Every two years since 2016, a coalition of four healthcare provider associations has released a report on the state of Wisconsin’s healthcare workforce.
In 2018, the report found that nearly one fifth of all caregiver positions in the state were vacant.
The 2020 installment, released earlier today, finds that the state’s workforce shortage has grown, with a quarter of all direct caregiver positions in nursing homes and assisted living facilities unfilled.
John Vander Meer is the President of the Wisconsin Health Care Association and Wisconsin Center for Assisted Living, one of the care provider associations that helped collect data for the 2020 workforce shortage report.
He says the report’s findings are particularly troubling given that Wisconsin’s aging population is set to grow.
“According to the information that is available from the state, the percentage of people in Wisconsin age 85 and older is projected to increase 112 percent in the next twenty years, and we should see an annual growth in personal care and service occupations at more than 17 percent,” Vander Meer says.
An estimated 9,700 caregivers left their positions for jobs outside of healthcare in the past year.
Vander Meer also says providers can’t increase wages because of inadequate Medicaid and Family Care reimbursements.
“Wisconsin’s nursing homes have the highest losses out of any state in the nation according to a survey.
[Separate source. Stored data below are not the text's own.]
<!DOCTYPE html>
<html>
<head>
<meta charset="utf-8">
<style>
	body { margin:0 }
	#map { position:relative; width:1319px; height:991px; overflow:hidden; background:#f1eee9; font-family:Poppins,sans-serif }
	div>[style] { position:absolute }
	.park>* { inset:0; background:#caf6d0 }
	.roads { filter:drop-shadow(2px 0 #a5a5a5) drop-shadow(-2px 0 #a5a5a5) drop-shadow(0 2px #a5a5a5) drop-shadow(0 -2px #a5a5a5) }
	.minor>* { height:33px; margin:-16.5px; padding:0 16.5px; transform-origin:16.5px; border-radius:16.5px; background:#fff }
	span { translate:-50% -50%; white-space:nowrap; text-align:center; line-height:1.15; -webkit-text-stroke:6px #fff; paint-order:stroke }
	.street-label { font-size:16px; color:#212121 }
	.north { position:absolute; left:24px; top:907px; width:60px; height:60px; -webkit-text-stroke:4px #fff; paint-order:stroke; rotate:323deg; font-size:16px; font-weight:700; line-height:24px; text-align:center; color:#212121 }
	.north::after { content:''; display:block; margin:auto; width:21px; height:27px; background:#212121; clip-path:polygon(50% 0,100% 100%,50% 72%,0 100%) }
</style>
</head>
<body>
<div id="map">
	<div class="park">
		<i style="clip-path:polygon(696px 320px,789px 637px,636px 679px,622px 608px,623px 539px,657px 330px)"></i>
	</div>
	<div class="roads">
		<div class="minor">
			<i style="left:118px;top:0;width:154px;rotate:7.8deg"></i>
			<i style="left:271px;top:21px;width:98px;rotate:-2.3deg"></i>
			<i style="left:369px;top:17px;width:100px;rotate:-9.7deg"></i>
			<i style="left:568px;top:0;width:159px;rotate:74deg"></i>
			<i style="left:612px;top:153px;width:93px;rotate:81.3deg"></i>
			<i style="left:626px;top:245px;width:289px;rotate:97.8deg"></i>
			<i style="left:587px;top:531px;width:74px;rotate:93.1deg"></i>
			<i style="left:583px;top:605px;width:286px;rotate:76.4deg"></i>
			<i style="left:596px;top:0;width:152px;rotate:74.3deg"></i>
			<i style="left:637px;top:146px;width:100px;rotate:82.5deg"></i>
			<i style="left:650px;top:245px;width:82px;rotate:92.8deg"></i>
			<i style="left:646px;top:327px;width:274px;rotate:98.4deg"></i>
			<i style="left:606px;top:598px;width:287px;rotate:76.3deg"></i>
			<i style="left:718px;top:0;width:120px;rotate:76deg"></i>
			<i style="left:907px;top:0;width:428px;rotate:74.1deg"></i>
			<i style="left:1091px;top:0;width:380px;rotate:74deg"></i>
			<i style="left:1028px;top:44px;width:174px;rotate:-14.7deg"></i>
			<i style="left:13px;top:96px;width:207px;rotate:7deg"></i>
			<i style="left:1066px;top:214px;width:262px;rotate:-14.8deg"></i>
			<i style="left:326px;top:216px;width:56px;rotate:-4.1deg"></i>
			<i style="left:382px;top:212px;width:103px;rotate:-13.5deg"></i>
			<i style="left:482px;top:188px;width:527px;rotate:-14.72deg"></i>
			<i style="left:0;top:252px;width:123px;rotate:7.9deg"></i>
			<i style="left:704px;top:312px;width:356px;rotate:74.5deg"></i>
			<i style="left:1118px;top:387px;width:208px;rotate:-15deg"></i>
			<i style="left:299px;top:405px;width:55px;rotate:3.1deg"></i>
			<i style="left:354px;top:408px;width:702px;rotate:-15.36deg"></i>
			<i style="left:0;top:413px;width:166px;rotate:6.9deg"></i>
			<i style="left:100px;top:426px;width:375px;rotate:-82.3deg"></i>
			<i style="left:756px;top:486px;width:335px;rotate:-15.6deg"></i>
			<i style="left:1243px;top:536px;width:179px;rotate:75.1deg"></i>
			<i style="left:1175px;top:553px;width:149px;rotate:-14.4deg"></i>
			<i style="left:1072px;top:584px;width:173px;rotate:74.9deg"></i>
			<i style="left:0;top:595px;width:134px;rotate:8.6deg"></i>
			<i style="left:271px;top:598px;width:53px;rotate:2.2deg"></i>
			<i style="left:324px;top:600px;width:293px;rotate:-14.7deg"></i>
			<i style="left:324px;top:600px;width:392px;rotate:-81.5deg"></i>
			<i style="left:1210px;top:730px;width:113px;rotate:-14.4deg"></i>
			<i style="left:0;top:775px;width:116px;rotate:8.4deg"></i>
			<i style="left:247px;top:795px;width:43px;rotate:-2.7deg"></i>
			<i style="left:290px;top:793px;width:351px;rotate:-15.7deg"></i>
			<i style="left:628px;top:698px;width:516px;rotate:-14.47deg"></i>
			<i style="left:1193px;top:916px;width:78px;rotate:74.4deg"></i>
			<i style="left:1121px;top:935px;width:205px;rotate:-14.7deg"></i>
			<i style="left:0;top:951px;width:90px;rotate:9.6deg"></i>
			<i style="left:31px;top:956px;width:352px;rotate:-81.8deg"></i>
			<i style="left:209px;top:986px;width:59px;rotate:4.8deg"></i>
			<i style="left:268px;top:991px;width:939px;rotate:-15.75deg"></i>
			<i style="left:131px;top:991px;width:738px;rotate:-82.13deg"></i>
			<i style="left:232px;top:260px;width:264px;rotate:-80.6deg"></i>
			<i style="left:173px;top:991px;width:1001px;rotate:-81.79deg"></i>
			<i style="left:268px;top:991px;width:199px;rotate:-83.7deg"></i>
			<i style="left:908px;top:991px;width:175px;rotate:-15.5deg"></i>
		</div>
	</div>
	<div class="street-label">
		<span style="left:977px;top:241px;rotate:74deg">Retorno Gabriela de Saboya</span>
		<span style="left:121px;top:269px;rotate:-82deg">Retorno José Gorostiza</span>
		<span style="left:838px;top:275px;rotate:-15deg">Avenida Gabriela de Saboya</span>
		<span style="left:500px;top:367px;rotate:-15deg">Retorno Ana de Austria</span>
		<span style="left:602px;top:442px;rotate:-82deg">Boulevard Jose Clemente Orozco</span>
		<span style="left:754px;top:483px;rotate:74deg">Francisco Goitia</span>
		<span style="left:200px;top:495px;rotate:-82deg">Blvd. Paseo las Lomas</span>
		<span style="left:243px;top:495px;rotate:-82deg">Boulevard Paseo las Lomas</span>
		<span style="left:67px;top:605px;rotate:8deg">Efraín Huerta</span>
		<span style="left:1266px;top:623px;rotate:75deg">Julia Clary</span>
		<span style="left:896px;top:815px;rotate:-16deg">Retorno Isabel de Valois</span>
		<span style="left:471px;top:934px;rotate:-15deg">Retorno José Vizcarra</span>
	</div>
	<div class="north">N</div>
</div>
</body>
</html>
Facilities lose between $78 and $80 a day for every Medicaid resident that they serve,” Vander Meer says.
“With Medicaid, in terms of [providers’] case mix, comprising about two-thirds of the residents served in Wisconsin’s nursing homes, that means that facilities are already, at the beginning of the year, starting about a million dollars behind in terms of their budget.”
A 2019 report from the Survival Coalition of Wisconsin, a cross-disability coalition of more than 40 state and local organizations and groups, finds that the average wage for a caregiver is close to $10.50 an hour.
Last year, a bipartisan group of legislators sought to address this shortage with a bill that would have reduced the number of hours required to become a nursing aide from 120 hours to 75. Governor Evers vetoed that bill last November.
Helen Marks Dicks is the Associate State Director of AARP Wisconsin and a member of the Governor’s Task Force on Caregiving.
She says that simply reducing hours needed to become a nursing assistant without addressing why caregivers are leaving the industry won’t solve the shortage.
“One of the big problems is reimbursement rates, [another one] of the big problems is a lot of people who go through these programs end up not becoming CNAs, they go through the program because they’re trying to get into nursing school, [another problem is that] the wages are just so poor that the retention isn’t there because people can get less demanding jobs that pay better in their own communities,” Marks Dicks says.
Marks Dicks also says the present workforce shortage is particularly acute given the training and skill required to become a nursing assistant, but isn’t unique to the industry.
“We all talk about the [Baby Boomers] retiring and needing care, but what we don’t talk about is, number one, a lot of people are going to be working longer, but [number two], a lot of people are going to be leaving [their] professions and we don’t have an adequate number of people to fill in those jobs,” Marks Dicks says.
The full task force is scheduled to meet three more times before the end of October.